L'Explication Prémisse
L'article 1075 permet à toute personne d'organiser, de son vivant ou par testament, la répartition de ses biens entre les personnes qui sont susceptibles de lui succéder (ses « héritiers présomptifs »). Cette répartition peut se faire immédiatement par une donation-partage (acte entre vifs) ou différer jusqu'au décès par un testament-partage. Dans chaque cas, il faut respecter les formalités et règles propres à la donation entre vifs ou au testament pour que l'acte soit valable.

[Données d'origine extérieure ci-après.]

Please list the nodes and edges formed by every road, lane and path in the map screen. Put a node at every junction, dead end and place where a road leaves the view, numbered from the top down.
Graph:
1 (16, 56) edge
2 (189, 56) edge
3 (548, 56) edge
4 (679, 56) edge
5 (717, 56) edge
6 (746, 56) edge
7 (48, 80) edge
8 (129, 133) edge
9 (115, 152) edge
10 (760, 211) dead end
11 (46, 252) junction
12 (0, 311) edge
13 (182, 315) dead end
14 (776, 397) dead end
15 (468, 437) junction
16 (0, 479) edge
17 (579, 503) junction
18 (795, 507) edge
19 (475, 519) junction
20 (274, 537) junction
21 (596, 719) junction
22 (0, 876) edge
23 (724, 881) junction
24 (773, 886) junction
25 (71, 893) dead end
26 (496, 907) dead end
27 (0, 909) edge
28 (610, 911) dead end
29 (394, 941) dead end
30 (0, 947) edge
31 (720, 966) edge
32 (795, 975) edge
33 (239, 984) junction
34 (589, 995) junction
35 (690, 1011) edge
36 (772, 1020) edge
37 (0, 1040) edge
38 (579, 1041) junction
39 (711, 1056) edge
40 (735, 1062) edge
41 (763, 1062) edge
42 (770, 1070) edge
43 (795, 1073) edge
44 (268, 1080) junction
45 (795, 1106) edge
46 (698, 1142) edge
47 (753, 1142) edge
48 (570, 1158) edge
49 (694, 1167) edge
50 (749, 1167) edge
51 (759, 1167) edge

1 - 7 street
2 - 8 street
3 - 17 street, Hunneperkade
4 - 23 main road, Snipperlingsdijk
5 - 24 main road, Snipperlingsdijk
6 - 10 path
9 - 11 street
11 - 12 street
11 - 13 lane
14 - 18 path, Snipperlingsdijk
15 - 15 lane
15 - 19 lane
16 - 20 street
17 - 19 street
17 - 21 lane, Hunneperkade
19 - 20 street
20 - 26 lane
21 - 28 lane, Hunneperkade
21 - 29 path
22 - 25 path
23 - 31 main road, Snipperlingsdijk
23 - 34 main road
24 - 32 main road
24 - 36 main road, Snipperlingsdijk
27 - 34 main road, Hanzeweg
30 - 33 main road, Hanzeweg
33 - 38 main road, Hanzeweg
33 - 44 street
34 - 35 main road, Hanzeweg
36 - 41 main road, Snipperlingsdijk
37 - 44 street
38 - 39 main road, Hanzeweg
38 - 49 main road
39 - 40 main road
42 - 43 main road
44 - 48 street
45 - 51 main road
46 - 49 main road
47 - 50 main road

Mme Martin a trois enfants. Pour éviter des conflits après son décès, elle va chez le notaire et réalise une donation-partage : elle transmet la maison à l'aîné, attribue des sommes d'argent aux deux autres et fixe des compensations pour égaliser les parts. L'acte suit les règles des donations entre vifs et produit effet immédiatement. À l'inverse, M. Dupont rédige un testament-partage indiquant la même répartition ; ces dispositions ne seront exécutées qu'à son décès et doivent respecter les formalités propres aux testaments.

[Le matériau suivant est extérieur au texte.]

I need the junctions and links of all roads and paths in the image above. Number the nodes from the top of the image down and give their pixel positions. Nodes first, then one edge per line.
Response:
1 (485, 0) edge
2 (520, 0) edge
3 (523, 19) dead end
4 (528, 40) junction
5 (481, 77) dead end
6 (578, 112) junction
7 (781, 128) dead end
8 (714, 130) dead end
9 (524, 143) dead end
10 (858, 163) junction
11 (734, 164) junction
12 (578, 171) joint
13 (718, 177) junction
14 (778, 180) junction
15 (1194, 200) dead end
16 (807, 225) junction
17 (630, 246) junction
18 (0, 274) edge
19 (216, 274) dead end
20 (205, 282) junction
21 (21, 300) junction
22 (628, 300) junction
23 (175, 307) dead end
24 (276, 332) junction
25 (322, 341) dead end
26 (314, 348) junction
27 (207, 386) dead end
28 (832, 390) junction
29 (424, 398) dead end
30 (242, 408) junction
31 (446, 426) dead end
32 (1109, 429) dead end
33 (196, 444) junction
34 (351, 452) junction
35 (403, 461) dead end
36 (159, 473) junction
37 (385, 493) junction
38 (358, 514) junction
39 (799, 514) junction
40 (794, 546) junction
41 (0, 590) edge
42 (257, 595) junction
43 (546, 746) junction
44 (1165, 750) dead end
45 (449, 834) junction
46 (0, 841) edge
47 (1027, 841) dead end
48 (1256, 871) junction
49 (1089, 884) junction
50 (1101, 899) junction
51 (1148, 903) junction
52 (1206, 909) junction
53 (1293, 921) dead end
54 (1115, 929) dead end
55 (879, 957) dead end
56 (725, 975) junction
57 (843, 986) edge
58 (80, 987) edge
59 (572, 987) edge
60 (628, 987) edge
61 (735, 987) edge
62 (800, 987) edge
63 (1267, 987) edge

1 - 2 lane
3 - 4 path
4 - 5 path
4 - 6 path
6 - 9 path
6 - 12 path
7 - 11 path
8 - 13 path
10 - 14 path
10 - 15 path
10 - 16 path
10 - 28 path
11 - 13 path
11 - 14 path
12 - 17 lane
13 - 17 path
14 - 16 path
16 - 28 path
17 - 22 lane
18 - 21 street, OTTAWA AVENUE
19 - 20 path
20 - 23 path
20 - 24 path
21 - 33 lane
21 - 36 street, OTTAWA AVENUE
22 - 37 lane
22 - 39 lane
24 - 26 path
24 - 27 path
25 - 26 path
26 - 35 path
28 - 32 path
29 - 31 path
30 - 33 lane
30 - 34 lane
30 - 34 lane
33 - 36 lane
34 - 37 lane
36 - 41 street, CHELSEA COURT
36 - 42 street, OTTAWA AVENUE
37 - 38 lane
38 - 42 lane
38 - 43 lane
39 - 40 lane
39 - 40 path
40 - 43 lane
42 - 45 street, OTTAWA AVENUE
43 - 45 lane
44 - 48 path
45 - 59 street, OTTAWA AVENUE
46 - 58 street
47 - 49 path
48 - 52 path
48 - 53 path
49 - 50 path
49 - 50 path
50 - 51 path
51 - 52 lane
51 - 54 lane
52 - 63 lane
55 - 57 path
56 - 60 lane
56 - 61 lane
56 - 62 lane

- Toute personne peut répartir ses biens entre ses héritiers présomptifs.
- La répartition peut se faire de deux manières : donation-partage (entre vifs) ou testament-partage (à cause de mort).

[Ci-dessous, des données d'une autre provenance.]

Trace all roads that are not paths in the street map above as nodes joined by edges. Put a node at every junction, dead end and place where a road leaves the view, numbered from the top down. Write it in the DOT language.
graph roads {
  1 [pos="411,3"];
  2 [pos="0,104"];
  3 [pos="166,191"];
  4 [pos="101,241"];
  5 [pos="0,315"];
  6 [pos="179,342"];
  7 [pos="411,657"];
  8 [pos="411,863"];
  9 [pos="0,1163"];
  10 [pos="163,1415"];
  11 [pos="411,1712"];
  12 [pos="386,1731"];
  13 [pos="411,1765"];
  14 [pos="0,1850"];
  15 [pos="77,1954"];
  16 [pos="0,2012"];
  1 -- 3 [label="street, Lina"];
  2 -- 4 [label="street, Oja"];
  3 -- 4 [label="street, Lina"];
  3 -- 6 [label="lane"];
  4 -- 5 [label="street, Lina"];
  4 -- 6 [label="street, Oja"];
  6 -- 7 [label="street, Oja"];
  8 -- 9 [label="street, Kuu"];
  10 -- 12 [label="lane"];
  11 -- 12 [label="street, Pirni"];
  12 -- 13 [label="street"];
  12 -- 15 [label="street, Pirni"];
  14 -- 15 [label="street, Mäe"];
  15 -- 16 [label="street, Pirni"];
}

- Chaque forme est soumise aux formalités et règles qui lui sont propres (règles des donations pour la donation-partage, règles des testaments pour le testament-partage).
- La donation-partage produit généralement des effets immédiats (transmission entre vifs) ; le testament-partage n’a d’effet qu’au décès de l’auteur.
- Il faut respecter les droits des héritiers réservataires (réserve héréditaire) et les règles légales de validité : sinon l’acte peut être réduit ou contesté.
- L’acte doit être rédigé selon les formes légales (ex. intervention d’un notaire selon le type d’acte et la nature des biens) pour être opposable.
- Cette procédure vise à prévenir les conflits successoraux en fixant à l’avance la répartition des biens, mais peut être attaquée si les formalités ou les droits légaux ne sont pas respectés.